ARLINGTON, Va. — The Arlington County School Board voted to rename Washington-Lee High School to Washington-Liberty High School on Thursday night.
The school board vote 5-0 to rename the school Washington-Liberty over the original proposed name Washington-Loving.
The vote brought outbursts from several alumni angry over the process and the decision.
"Very immoral, illegal, underhanded process, steeped with deceit and lies," said W-L alum Dean Flemming who supported a lawsuit against the school board filed by three students.
They accused the board of not following it's own process and now involving the community appropriately.
The Arlington County School Board voted last summer to change its policy on naming schools. Minutes later, the board votes to ditch the name Lee from Washington-Lee because the Confederate General's name does not meet the new standards which address the person's principal legacy.
Though Lee pushed for reconciliation after the Civil War, his principal legacy was fighting for the Confederacy, which fought to keep slavery legal.
At Thursday night's meeting, 18 speakers signed up, all but three spoke out against a name change.
Those who favor a name change were pleased with the outcome.
"We're not erasing history, we're enhancing legacy. We're sticking with the beloved W-L acronym. While this wasn't part of our purview, we also heard from the community and their desire to retain General (as the mascot), and I think Washington-Liberty Generals offers that as well. We were thinking about fiduciary responsibility, minimize the cost of change," said Peter Strack, a supporter of the name change who was on the renaming committee.
He said they were also thinking about the impact to the minority community and the historically disenfranchised.
The idea to change the name came up after white supremacists marched in a deadly protest in Charlottesville.

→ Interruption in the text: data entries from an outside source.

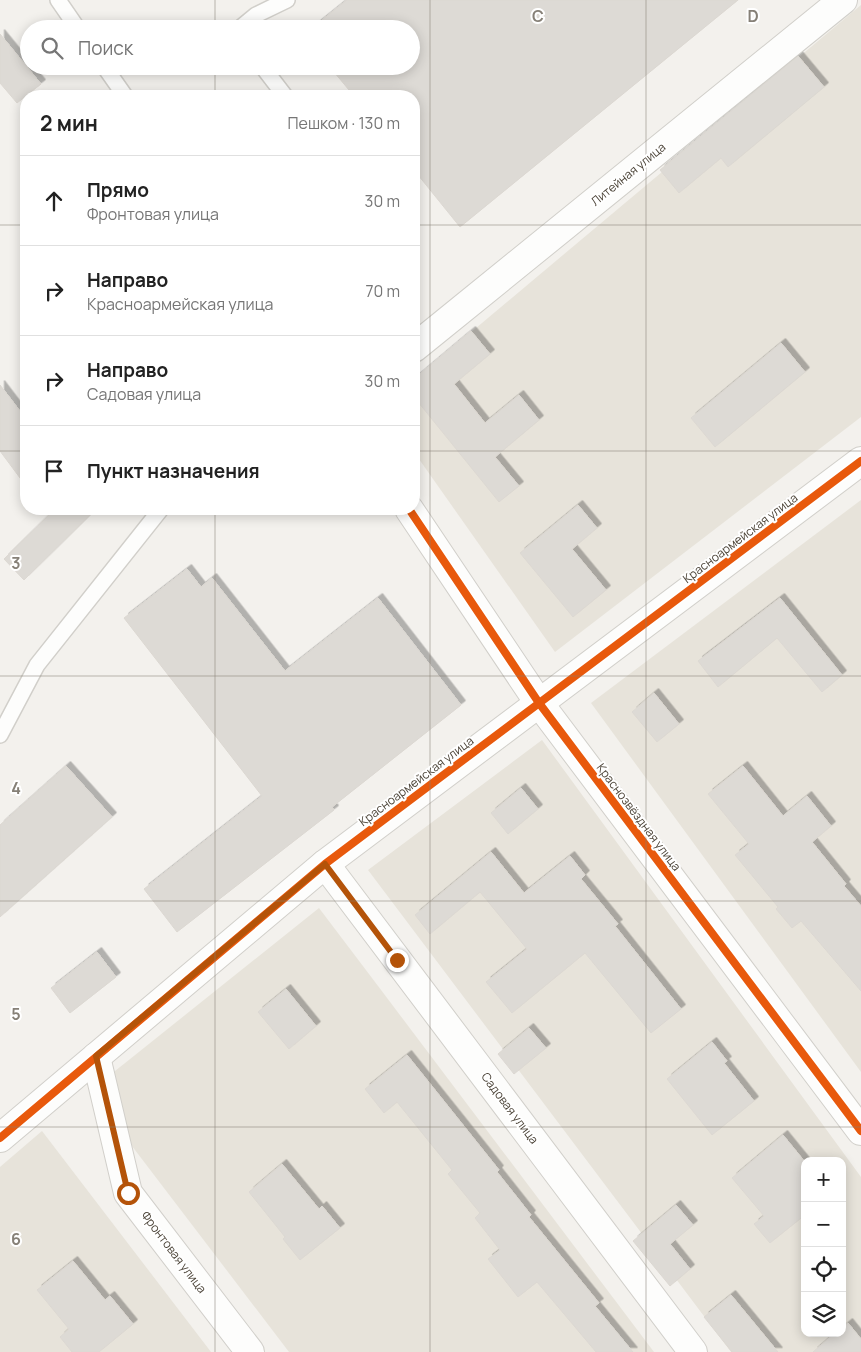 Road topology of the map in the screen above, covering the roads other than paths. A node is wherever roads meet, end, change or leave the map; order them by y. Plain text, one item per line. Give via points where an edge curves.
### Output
1 (58, 0) edge
2 (287, 0) edge
3 (843, 0) edge
4 (72, 20) edge
5 (250, 20) edge
6 (111, 75) edge
7 (269, 75) edge
8 (122, 90) edge
9 (280, 90) edge
10 (420, 343) edge
11 (861, 461) edge
12 (156, 515) edge
13 (413, 515) edge
14 (540, 703) junction
15 (0, 736) edge
16 (325, 864) junction
17 (96, 1056) junction
18 (861, 1131) edge
19 (0, 1138) edge
20 (250, 1352) edge
21 (694, 1352) edge

1 - 4 lane
2 - 5 lane
3 - 10 street, Литейная улица
6 - 8 lane
7 - 9 lane
11 - 14 street, Красноармейская улица
12 - 15 lane via 37,665
13 - 14 street, Краснозвёздная улица
14 - 16 street, Красноармейская улица
14 - 18 street, Краснозвёздная улица
16 - 17 street, Красноармейская улица
16 - 21 street, Садовая улица
17 - 19 street, Красноармейская улица
17 - 20 street, Фронтовая улица via 128,1193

The renaming committee committee‘s first choice was Washington-Loving, after the Supreme Court decision that legalized interracial marriage. The alternate choice was Washington-Liberty.
While board members were split on the Liberty and Loving, when the majority announced their support for Liberty, the others said they would reverse their decision and vote for Liberty.

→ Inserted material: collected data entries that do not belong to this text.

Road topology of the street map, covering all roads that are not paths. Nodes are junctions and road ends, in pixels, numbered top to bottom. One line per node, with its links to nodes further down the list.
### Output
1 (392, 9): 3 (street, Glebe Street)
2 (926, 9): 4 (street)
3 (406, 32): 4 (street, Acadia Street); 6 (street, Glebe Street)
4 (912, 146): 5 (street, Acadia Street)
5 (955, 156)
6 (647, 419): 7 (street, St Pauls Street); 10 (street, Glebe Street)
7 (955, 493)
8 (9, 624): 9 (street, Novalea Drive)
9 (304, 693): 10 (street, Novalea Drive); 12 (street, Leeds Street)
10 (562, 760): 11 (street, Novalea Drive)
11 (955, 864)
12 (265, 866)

A black leader in Arlington is against the changing of names. Scott Taylor runs the Black Heritage Museum in Arlington County. He is also an Arlington native who attended an all black segregated school before desegregation.
"I think that we are tearing down history. And, we don't think you should tear down history, you build history up. You have conversations about things you don't want to talk about. You don't just get rid of it. That's not how you calm, quell or fix things," said Taylor.
Washington-Lee High School opened as an all-while school in 1925. It was the first high school to open its doors to black students in 1959.
The school will take on its new name Washington-Liberty at the start of the next school year in 2019.